Em 2011 o Dr. Juan Felipe Garcia da Florida entrevistou diversos médicos refugiados que alegaram que pediatras falsificam registros a pedido do regime. Eles não somente encobrem a morte precoce de crianças, como fazem dezenas de abortos diariamente. Mesmo sem sinais de anomalia na gravidez o aborto é uma prática usada para reduzir as taxas de mortalidade infantil, quando a realidade socioeconômica as levaria inevitavelmente ao óbito. A realidade da medicina cubana é oposta as imagens filmagens de Michael Moore. Ele apenas filmara os hospitais pagos em dólar para estrangeiros e para as elites políticas. Vários cinegrafistas amadores gravaram hospitais como os que foram exibidos pela Fox News e que revelam a medonha realidade cubana: postos de saúde fechados ou com mínimos medicamentos, hospitais sem infraestrutura, imundos, repletos de sangue, com aparelhos ultrapassados há década, além de pacientes insatisfeitos e médicos frustrados. A medicina cubana é tão precária que em 2015 o governo de Cuba informou sobre um novo surto de cólera em seu território com 163 casos, incluindo 12 turistas.

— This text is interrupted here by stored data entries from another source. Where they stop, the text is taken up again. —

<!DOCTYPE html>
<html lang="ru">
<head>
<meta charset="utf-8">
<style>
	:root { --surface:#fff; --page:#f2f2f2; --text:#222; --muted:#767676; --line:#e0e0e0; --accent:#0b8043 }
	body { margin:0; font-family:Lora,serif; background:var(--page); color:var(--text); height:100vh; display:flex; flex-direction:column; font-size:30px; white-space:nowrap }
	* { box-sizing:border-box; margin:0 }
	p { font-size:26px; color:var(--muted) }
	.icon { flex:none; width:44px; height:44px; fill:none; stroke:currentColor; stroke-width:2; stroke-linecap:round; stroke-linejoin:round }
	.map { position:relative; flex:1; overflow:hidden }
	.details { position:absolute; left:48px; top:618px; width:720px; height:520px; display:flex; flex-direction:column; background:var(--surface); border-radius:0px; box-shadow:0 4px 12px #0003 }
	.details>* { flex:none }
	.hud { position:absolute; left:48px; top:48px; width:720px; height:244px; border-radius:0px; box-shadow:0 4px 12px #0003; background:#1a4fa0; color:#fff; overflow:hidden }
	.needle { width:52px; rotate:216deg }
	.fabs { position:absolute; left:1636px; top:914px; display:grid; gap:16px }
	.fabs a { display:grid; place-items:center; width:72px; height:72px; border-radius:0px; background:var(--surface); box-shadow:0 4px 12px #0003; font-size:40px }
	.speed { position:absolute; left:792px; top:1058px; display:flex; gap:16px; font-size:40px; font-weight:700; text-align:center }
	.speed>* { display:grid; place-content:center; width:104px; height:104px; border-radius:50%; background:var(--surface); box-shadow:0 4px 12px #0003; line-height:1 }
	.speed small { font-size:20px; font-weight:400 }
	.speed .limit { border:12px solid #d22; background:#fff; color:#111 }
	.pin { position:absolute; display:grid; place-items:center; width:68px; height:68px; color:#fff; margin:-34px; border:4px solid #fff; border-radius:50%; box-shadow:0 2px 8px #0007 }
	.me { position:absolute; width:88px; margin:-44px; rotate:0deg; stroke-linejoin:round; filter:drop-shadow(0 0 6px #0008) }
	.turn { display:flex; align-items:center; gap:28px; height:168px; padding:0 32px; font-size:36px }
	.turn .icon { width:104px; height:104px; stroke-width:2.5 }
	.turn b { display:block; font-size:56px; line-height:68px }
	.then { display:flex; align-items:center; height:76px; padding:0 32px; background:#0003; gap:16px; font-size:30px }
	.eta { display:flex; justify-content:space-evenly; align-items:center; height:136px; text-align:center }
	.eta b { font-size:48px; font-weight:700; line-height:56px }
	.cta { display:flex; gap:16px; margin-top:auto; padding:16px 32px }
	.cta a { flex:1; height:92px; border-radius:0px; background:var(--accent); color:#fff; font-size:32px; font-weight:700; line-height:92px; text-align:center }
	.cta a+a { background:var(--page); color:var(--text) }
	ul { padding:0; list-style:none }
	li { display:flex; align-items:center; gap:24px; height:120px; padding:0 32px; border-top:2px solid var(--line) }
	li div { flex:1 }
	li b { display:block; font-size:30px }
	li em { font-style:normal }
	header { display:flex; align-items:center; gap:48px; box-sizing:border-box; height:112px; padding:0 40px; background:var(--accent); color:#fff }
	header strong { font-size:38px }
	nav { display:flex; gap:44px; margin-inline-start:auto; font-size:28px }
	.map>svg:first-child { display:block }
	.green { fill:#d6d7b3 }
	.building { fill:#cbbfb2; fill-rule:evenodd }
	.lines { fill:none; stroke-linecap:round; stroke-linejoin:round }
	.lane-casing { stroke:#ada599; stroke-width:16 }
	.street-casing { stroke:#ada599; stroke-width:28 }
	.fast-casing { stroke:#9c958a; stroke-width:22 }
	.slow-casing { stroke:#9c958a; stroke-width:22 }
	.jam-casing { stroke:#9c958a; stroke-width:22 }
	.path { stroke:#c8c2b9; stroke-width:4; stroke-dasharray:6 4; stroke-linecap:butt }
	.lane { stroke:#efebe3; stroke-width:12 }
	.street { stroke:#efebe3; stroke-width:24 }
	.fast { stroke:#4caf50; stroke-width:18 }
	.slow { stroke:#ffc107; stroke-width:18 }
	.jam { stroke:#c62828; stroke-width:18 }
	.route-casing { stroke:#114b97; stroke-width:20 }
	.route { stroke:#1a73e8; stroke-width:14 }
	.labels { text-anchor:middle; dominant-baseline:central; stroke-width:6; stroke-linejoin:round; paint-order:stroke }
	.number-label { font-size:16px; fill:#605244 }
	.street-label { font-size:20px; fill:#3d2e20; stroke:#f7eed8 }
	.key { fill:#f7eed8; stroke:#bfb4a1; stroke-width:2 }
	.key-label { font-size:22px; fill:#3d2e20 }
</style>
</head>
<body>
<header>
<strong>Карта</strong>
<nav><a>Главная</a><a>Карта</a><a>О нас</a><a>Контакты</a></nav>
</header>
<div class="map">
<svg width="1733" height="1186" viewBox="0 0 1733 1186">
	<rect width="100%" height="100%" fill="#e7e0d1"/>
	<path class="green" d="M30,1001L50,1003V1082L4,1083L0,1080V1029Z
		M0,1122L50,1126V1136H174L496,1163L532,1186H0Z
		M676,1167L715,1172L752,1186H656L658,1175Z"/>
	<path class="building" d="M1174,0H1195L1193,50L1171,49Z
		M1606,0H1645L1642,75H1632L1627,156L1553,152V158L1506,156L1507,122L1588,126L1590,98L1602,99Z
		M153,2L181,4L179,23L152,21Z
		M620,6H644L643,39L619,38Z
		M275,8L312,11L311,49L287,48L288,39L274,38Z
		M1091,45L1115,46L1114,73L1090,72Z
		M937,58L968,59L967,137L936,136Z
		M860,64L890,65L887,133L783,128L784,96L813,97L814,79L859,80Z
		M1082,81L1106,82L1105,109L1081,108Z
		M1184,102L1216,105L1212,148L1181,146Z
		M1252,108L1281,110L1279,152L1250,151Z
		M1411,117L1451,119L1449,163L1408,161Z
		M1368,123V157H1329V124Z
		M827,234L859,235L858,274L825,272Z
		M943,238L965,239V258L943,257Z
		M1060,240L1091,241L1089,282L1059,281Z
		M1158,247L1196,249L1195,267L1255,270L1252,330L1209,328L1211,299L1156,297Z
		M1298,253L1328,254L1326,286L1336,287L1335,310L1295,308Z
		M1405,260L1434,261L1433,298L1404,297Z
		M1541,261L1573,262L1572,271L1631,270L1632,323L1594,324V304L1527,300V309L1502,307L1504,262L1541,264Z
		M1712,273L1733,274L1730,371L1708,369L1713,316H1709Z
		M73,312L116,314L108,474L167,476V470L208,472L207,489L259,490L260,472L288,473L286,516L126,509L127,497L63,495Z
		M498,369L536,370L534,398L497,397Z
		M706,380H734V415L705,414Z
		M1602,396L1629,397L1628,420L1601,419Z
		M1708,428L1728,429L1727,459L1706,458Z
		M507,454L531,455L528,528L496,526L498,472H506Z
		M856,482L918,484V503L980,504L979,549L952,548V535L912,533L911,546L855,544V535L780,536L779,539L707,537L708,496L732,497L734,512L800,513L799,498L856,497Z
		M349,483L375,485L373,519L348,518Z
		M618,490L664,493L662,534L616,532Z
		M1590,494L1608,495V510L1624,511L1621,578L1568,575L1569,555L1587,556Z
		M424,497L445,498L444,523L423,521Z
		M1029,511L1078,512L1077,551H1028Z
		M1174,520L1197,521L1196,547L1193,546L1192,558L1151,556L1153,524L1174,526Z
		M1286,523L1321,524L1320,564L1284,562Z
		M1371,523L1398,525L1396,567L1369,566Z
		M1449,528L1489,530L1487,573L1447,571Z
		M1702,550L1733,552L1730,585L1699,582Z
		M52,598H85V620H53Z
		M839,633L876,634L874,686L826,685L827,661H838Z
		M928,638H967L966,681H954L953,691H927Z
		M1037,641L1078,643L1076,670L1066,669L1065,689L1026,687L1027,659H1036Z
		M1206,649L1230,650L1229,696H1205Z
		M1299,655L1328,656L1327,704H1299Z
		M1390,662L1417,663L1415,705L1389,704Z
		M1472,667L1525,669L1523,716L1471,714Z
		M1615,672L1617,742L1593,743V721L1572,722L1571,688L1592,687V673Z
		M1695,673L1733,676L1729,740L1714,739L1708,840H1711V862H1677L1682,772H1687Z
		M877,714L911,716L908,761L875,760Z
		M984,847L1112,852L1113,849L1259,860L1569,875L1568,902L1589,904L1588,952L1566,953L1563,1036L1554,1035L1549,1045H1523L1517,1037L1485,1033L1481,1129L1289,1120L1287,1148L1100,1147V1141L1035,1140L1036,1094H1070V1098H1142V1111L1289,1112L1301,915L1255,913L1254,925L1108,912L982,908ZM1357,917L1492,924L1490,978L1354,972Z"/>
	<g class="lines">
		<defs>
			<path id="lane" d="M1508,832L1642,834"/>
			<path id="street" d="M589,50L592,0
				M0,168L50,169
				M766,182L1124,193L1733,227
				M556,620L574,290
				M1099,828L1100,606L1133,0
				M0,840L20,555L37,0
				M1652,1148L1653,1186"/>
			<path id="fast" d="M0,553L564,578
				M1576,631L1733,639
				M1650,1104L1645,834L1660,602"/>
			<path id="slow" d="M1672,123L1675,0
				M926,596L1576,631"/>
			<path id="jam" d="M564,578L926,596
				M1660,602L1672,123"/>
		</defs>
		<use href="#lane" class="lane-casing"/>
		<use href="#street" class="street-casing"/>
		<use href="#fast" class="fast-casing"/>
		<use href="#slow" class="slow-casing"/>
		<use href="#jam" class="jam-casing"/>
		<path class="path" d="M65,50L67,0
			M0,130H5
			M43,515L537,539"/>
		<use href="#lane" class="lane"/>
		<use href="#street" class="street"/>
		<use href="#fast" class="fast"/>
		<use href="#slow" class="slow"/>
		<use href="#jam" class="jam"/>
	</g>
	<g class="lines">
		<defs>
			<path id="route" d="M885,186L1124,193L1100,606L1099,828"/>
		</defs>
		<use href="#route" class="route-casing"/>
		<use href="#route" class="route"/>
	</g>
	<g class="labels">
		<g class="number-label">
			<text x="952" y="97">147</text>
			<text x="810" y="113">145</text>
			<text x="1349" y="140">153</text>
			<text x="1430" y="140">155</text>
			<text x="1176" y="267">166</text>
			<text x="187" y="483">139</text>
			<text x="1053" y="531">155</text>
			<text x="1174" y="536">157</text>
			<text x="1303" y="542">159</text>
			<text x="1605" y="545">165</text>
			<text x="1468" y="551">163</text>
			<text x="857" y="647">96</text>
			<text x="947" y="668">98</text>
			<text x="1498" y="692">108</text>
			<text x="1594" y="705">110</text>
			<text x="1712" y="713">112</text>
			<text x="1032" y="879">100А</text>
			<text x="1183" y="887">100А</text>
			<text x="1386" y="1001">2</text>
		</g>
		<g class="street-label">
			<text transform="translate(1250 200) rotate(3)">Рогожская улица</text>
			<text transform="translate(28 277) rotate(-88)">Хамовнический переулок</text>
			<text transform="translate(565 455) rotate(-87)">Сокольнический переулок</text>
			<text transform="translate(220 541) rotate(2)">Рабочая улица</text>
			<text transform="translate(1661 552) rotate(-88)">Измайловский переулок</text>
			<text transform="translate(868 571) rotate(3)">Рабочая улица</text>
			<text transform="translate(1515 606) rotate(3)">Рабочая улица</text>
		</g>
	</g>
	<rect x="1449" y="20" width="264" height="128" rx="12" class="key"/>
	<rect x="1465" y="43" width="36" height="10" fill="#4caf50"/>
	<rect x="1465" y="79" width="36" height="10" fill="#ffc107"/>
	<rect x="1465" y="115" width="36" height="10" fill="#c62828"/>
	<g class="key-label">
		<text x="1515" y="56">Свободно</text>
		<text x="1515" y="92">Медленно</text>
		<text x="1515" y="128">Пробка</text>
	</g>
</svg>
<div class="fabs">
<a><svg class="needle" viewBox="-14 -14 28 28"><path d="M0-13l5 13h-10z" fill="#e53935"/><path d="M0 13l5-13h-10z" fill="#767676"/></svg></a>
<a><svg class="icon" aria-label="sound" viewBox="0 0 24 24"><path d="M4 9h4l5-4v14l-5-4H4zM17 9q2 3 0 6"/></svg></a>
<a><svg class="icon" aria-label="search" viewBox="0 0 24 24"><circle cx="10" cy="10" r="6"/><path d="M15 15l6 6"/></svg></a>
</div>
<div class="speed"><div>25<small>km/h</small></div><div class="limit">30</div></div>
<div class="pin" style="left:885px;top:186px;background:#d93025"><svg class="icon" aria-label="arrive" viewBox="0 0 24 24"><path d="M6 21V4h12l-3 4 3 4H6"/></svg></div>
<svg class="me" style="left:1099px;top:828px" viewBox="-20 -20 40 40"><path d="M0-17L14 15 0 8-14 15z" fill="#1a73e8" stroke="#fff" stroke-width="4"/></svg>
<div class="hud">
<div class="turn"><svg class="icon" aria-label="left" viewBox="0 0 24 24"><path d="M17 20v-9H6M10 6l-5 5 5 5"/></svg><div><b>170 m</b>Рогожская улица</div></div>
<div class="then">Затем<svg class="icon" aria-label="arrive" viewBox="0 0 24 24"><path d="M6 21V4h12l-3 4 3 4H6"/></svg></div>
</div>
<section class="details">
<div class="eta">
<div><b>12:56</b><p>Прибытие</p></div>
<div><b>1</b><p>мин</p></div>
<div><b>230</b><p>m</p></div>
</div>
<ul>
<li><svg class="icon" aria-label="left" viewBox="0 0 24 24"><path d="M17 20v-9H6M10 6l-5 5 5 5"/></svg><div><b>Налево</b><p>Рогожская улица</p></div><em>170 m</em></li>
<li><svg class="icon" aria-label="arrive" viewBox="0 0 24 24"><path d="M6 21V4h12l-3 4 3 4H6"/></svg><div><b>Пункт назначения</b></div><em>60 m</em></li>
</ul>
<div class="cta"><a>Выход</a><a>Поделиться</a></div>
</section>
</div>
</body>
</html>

Há um outro fato inegável sobre a ilha; há mais de 50 anos Cuba sofre de um severo racionamento, tal como ocorre em qualquer nação socialista. Devido ao problema de cálculo econômico, Cuba sofrera imensa escassez logo no início de seu revolução socialista. Em 1963, o governo criou uma caderneta de racionamento usada para que a população possa adquirir uma pequena quantidade de produtos nas distribuidoras estatais. Nestas distribuidoras quase tudo é de má qualidade. Em exemplo não há partes nobres de carnes a disposição da população. O leite é extremamente difícil de se adquirido de tal forma que não dura poucos dias. Toda a população passa horas enfrentando longas filas para conseguir uma unidade diária de pão. E esta situação piora gradativamente de modo que o número produtos disponíveis na lista estatal tem escolhido ao redor dos anos. A única forma de conseguir tais produtos é através do mercado negro por um preço elevado devido a marginalização do comércio privado.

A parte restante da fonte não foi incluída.